◆ The data:
============

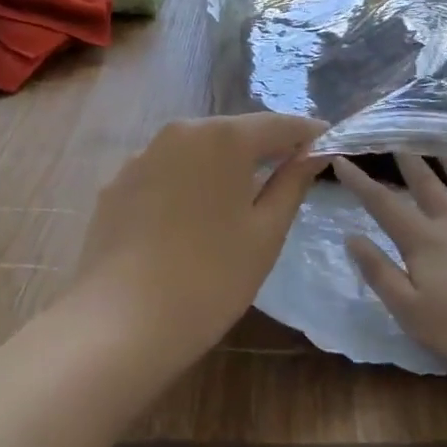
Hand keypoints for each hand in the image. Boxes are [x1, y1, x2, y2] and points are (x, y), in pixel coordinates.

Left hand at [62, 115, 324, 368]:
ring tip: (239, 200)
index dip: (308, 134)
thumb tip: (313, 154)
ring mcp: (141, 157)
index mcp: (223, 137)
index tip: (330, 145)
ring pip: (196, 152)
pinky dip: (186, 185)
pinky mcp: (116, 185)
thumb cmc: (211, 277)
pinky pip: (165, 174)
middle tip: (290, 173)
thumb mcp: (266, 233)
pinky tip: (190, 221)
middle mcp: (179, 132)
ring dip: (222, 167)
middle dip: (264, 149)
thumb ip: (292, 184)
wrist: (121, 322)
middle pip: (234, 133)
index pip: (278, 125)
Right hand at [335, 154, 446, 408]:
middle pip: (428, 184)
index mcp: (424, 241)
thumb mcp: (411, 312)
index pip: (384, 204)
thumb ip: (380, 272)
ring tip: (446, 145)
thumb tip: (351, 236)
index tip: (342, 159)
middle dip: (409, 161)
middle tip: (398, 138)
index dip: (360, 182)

============

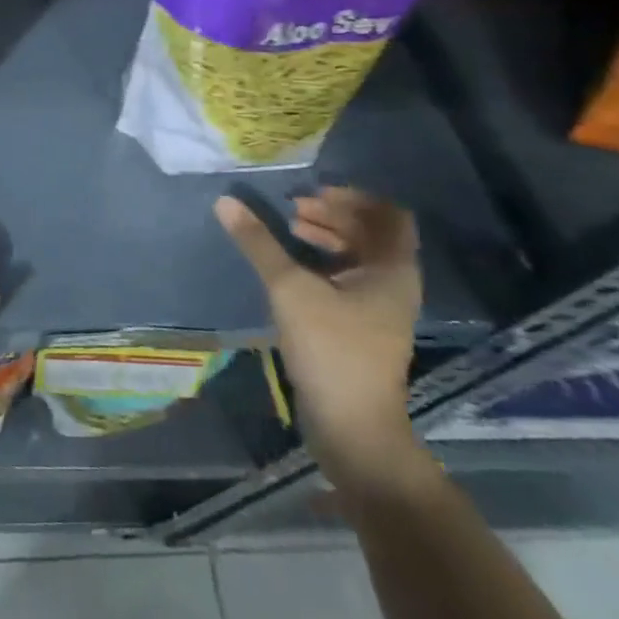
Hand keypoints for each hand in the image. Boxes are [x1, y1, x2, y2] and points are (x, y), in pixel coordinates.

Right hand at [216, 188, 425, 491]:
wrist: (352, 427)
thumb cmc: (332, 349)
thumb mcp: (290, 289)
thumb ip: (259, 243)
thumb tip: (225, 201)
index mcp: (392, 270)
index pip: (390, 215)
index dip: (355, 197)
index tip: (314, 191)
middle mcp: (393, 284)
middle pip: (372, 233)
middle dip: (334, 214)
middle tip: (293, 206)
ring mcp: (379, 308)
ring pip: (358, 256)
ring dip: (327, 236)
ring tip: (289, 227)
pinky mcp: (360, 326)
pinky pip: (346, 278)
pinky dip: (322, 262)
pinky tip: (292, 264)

============

With the line holding "thumb ip: (292, 184)" as the first and the line holding "index dip: (360, 182)" as the last, please transcribe exactly the lines of the material above in that range and nothing else.

thumb ip: (292, 184)
wrist: (121, 322)
middle pip: (234, 133)
index pip: (278, 125)
Right hand at [335, 154, 446, 408]:
middle pip: (428, 184)
index mcp: (424, 241)
thumb mcp: (411, 312)
index pip: (384, 204)
thumb ip: (380, 272)
ring tip: (446, 145)
thumb tip: (351, 236)
index tip: (342, 159)
middle dip: (409, 161)
middle tip: (398, 138)
index dip: (360, 182)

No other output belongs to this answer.